**INSTRUCTIONS FOR THE TASK:** Which lines below contain "than"? Pull them out.

RECORDS TO PROCESS Block Start

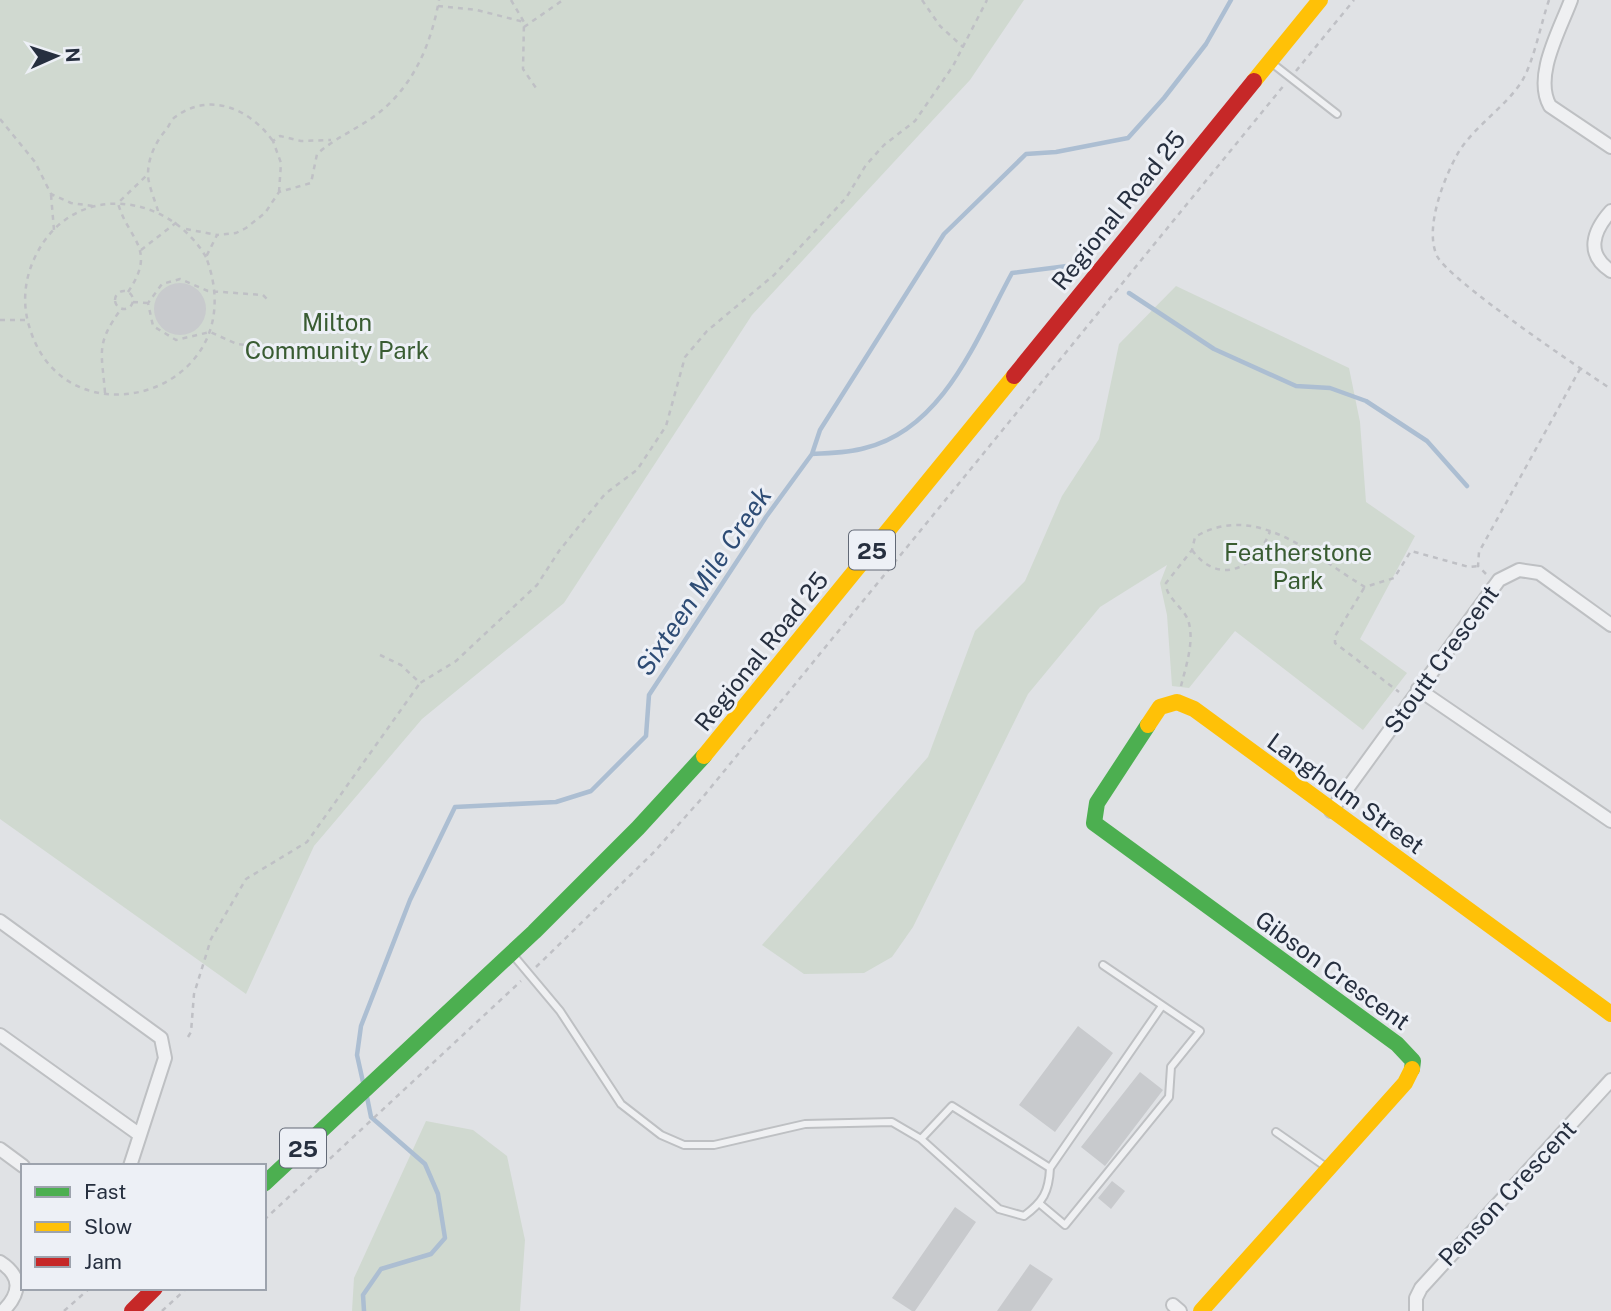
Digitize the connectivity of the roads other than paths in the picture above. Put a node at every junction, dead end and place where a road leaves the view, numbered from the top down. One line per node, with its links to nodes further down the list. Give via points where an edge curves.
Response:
1 (1320, 0): 3 (main road, Regional Road 25 / 25)
2 (1571, 0): 5 (street, via 1544,78 1546,99)
3 (1269, 61): 4 (lane); 14 (main road, Regional Road 25 / 25, via 689,775)
4 (1337, 114)
5 (1611, 147)
6 (1611, 211): 7 (street, via 1594,234 1594,247 1603,266)
7 (1611, 271)
8 (1611, 625): 9 (street, Stoutt Crescent, via 1539,573 1519,570 1496,584)
9 (1418, 689): 10 (street, Stoutt Crescent); 11 (street)
10 (1331, 811): 12 (main road, Langholm Street, via 1194,709 1177,702 1160,707 1153,716 1097,803); 17 (main road, Langholm Street)
11 (1611, 821)
12 (1094, 822): 27 (main road, Gibson Crescent, via 1413,1061 1412,1072)
13 (0, 921): 21 (street, via 161,1038 165,1058)
14 (512, 954): 22 (lane, via 559,1011 621,1104 661,1135 684,1145 714,1145 805,1124 847,1121 892,1122); 28 (main road, Regional Road 25 / 25)
15 (1103, 965): 16 (lane)
16 (1162, 1006): 26 (lane); 29 (lane, via 1200,1031 1171,1067 1170,1097 1065,1225)
17 (1611, 1014)
18 (0, 1035): 21 (street)
19 (1611, 1080): 35 (street, Penson Crescent, via 1420,1288)
20 (1276, 1132): 27 (lane)
21 (140, 1135): 24 (street)
22 (921, 1139): 26 (lane, via 952,1106); 29 (lane, via 999,1209 1024,1216)
23 (0, 1149): 25 (street)
24 (131, 1164)
25 (21, 1165)
26 (1050, 1168): 29 (lane, via 1049,1188)
27 (1328, 1168): 34 (main road, Gibson Crescent)
28 (266, 1182)
29 (1040, 1205)
30 (0, 1262): 32 (street, via 15,1274 18,1283 17,1294)
31 (153, 1290): 33 (main road)
32 (3, 1311)
33 (132, 1311)
34 (1201, 1311)
35 (1416, 1311)

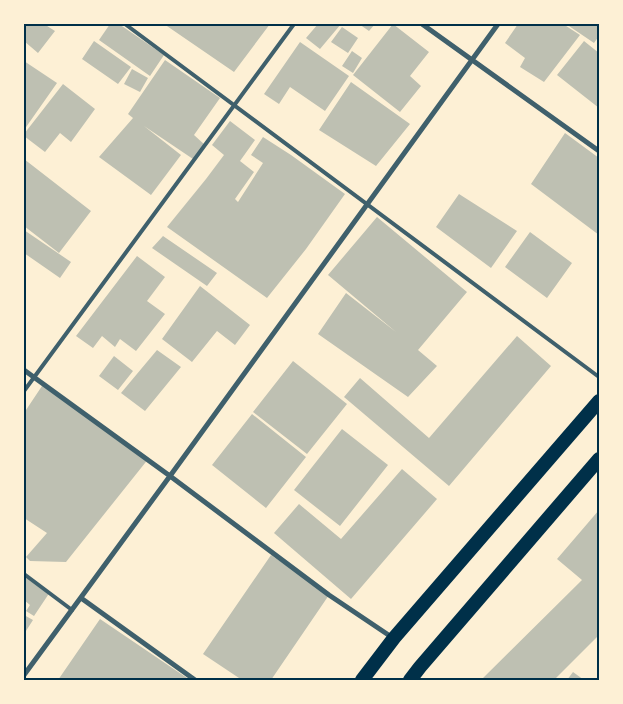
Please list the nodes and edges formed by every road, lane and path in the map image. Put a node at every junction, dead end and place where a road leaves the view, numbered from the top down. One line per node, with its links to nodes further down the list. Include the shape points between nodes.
1 (125, 24): 6 (lane)
2 (294, 24): 6 (lane)
3 (422, 24): 5 (street)
4 (498, 24): 5 (street)
5 (472, 59): 7 (street); 8 (street)
6 (234, 105): 8 (lane); 10 (lane)
7 (599, 151)
8 (367, 204): 11 (lane); 15 (street)
9 (24, 370): 10 (street)
10 (34, 377): 12 (lane); 15 (street)
11 (599, 377)
12 (24, 391)
13 (599, 401): 19 (highway)
14 (599, 459): 23 (highway)
15 (170, 476): 17 (street); 19 (street, via 329,595)
16 (24, 574): 18 (lane)
17 (81, 598): 18 (street); 21 (street)
18 (72, 610): 20 (street)
19 (394, 638): 22 (highway)
20 (24, 675)
21 (195, 680)
22 (362, 680)
23 (410, 680)

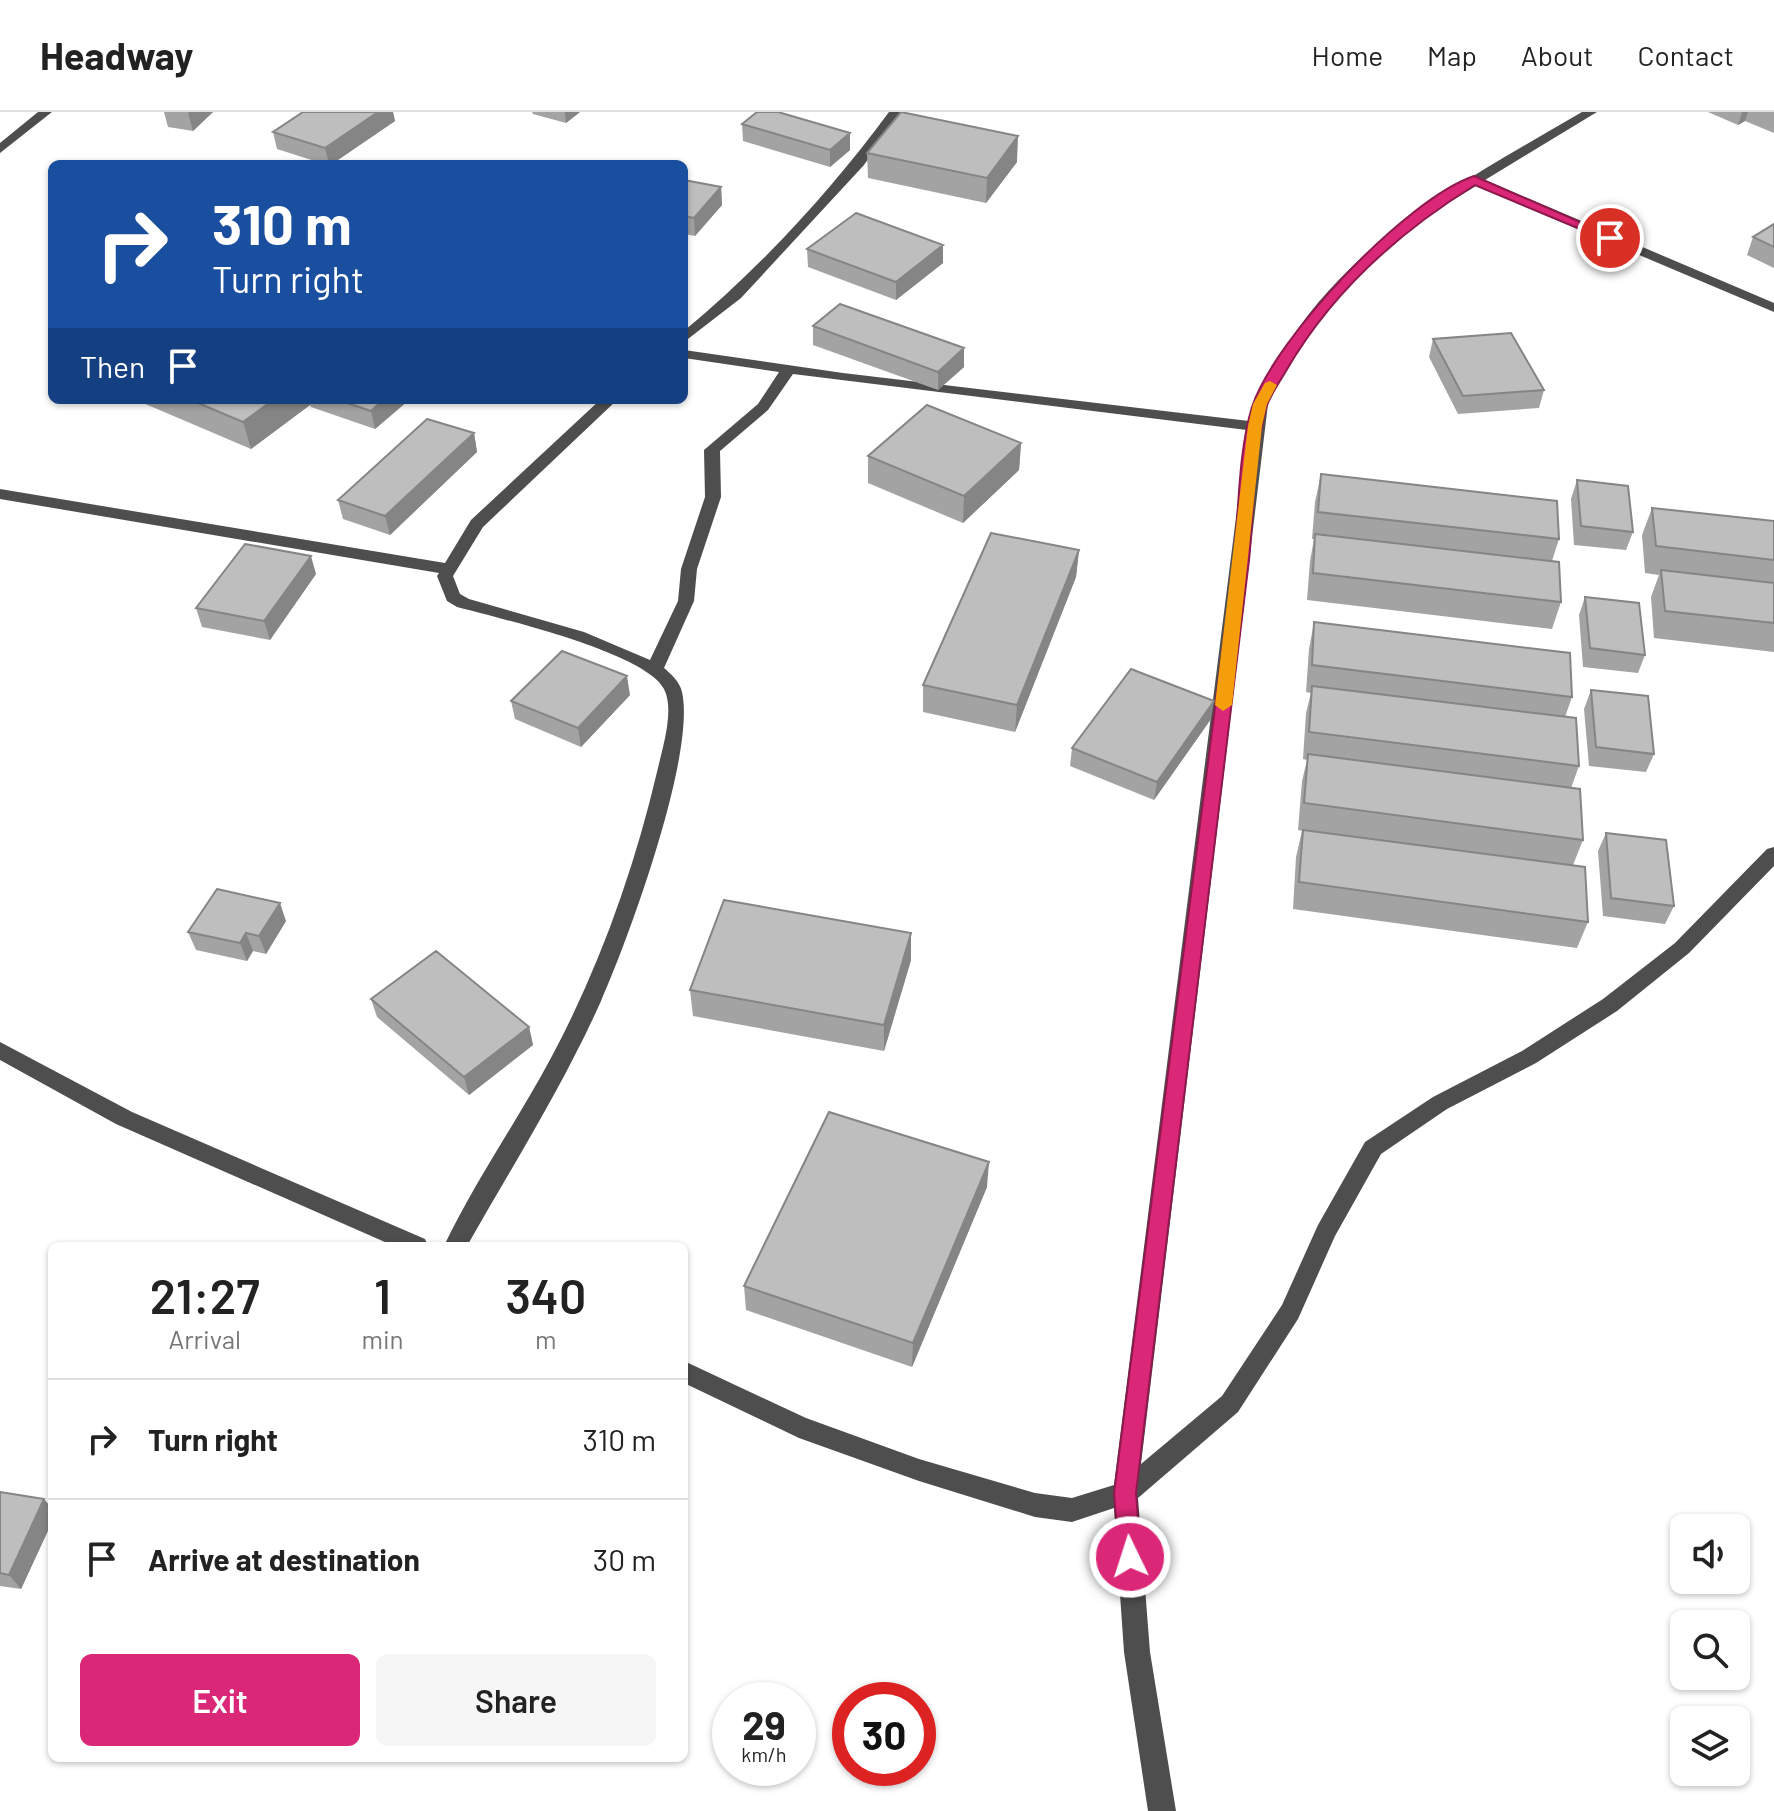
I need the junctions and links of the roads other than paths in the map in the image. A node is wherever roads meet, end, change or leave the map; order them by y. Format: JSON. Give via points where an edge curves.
{"nodes":[{"id":1,"x":46,"y":112,"type":"edge"},
{"id":2,"x":895,"y":112,"type":"edge"},
{"id":3,"x":1591,"y":112,"type":"edge"},
{"id":4,"x":0,"y":149,"type":"edge"},
{"id":5,"x":1474,"y":180,"type":"junction"},
{"id":6,"x":1774,"y":308,"type":"edge"},
{"id":7,"x":688,"y":335,"type":"edge"},
{"id":8,"x":688,"y":355,"type":"edge"},
{"id":9,"x":789,"y":369,"type":"junction"},
{"id":10,"x":605,"y":404,"type":"edge"},
{"id":11,"x":1255,"y":426,"type":"junction"},
{"id":12,"x":0,"y":494,"type":"edge"},
{"id":13,"x":447,"y":569,"type":"junction"},
{"id":14,"x":655,"y":669,"type":"junction"},
{"id":15,"x":1774,"y":854,"type":"edge"},
{"id":16,"x":0,"y":1050,"type":"edge"},
{"id":17,"x":408,"y":1242,"type":"edge"},
{"id":18,"x":457,"y":1242,"type":"edge"},
{"id":19,"x":688,"y":1374,"type":"edge"},
{"id":20,"x":1125,"y":1493,"type":"junction"},
{"id":21,"x":1162,"y":1811,"type":"edge"}],
"edges":[{"from":1,"to":4,"type":"street"},
{"from":2,"to":7,"type":"street","via":[[859,162],[736,295]]},
{"from":3,"to":5,"type":"street"},
{"from":5,"to":6,"type":"street"},
{"from":5,"to":11,"type":"street","via":[[1380,248],[1330,299],[1272,381]]},
{"from":8,"to":9,"type":"street"},
{"from":9,"to":11,"type":"street"},
{"from":9,"to":14,"type":"street","via":[[763,407],[712,450],[713,497],[689,569],[686,601]]},
{"from":10,"to":13,"type":"street","via":[[477,524]]},
{"from":11,"to":20,"type":"street"},
{"from":12,"to":13,"type":"street"},
{"from":13,"to":14,"type":"street","via":[[447,587],[463,603],[607,646]]},
{"from":14,"to":18,"type":"street","via":[[673,689],[676,712],[670,761],[638,871],[592,999]]},
{"from":15,"to":20,"type":"street","via":[[1682,948],[1610,1005],[1373,1148],[1326,1232],[1290,1312],[1230,1404]]},
{"from":16,"to":17,"type":"street","via":[[124,1118]]},
{"from":19,"to":20,"type":"street","via":[[799,1427],[1035,1505],[1072,1510]]},
{"from":20,"to":21,"type":"street","via":[[1137,1652]]}]}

RECORDS TO PROCESS Block End

**SOLUTION FOR THIS PROBLEM:**
Digitize the connectivity of the roads other than paths in the picture above. Put a node at every junction, dead end and place where a road leaves the view, numbered from the top down. One line per node, with its links to nodes further down the list. Give via points where an edge curves.
I need the junctions and links of the roads other than paths in the map in the image. A node is wherever roads meet, end, change or leave the map; order them by y. Format: JSON. Give via points where an edge curves.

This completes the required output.